++++ GIVEN ENTRIES ++++

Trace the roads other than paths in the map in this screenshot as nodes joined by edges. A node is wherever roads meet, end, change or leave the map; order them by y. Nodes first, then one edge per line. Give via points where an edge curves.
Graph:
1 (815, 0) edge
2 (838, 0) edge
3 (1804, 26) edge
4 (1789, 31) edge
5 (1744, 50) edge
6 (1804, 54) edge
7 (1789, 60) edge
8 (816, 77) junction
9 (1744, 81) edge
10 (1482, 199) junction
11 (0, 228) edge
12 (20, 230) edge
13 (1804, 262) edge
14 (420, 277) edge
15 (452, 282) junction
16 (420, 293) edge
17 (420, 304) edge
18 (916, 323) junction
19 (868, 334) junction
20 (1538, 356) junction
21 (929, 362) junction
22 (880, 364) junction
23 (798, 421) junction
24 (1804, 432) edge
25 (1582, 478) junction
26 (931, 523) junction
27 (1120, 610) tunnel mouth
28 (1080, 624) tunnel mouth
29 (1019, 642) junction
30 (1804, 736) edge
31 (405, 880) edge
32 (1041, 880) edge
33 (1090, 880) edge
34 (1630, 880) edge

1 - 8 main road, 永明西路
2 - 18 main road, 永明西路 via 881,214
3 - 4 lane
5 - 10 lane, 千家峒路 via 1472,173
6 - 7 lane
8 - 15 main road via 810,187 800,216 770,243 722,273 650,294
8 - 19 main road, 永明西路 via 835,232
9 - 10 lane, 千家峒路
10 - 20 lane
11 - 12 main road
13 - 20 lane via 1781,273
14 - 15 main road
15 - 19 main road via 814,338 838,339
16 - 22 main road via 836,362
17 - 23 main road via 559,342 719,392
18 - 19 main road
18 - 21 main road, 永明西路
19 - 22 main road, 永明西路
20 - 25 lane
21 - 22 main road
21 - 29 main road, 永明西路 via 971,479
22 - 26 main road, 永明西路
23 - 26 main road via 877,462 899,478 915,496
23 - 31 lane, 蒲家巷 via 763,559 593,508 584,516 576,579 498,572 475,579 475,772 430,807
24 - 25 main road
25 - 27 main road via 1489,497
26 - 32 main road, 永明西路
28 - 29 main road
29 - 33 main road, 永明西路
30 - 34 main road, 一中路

++++

Copy the full listing word for word.

Trace the roads other than paths in the map in this screenshot as nodes joined by edges. A node is wherever roads meet, end, change or leave the map; order them by y. Nodes first, then one edge per line. Give via points where an edge curves.
Graph:
1 (815, 0) edge
2 (838, 0) edge
3 (1804, 26) edge
4 (1789, 31) edge
5 (1744, 50) edge
6 (1804, 54) edge
7 (1789, 60) edge
8 (816, 77) junction
9 (1744, 81) edge
10 (1482, 199) junction
11 (0, 228) edge
12 (20, 230) edge
13 (1804, 262) edge
14 (420, 277) edge
15 (452, 282) junction
16 (420, 293) edge
17 (420, 304) edge
18 (916, 323) junction
19 (868, 334) junction
20 (1538, 356) junction
21 (929, 362) junction
22 (880, 364) junction
23 (798, 421) junction
24 (1804, 432) edge
25 (1582, 478) junction
26 (931, 523) junction
27 (1120, 610) tunnel mouth
28 (1080, 624) tunnel mouth
29 (1019, 642) junction
30 (1804, 736) edge
31 (405, 880) edge
32 (1041, 880) edge
33 (1090, 880) edge
34 (1630, 880) edge

1 - 8 main road, 永明西路
2 - 18 main road, 永明西路 via 881,214
3 - 4 lane
5 - 10 lane, 千家峒路 via 1472,173
6 - 7 lane
8 - 15 main road via 810,187 800,216 770,243 722,273 650,294
8 - 19 main road, 永明西路 via 835,232
9 - 10 lane, 千家峒路
10 - 20 lane
11 - 12 main road
13 - 20 lane via 1781,273
14 - 15 main road
15 - 19 main road via 814,338 838,339
16 - 22 main road via 836,362
17 - 23 main road via 559,342 719,392
18 - 19 main road
18 - 21 main road, 永明西路
19 - 22 main road, 永明西路
20 - 25 lane
21 - 22 main road
21 - 29 main road, 永明西路 via 971,479
22 - 26 main road, 永明西路
23 - 26 main road via 877,462 899,478 915,496
23 - 31 lane, 蒲家巷 via 763,559 593,508 584,516 576,579 498,572 475,579 475,772 430,807
24 - 25 main road
25 - 27 main road via 1489,497
26 - 32 main road, 永明西路
28 - 29 main road
29 - 33 main road, 永明西路
30 - 34 main road, 一中路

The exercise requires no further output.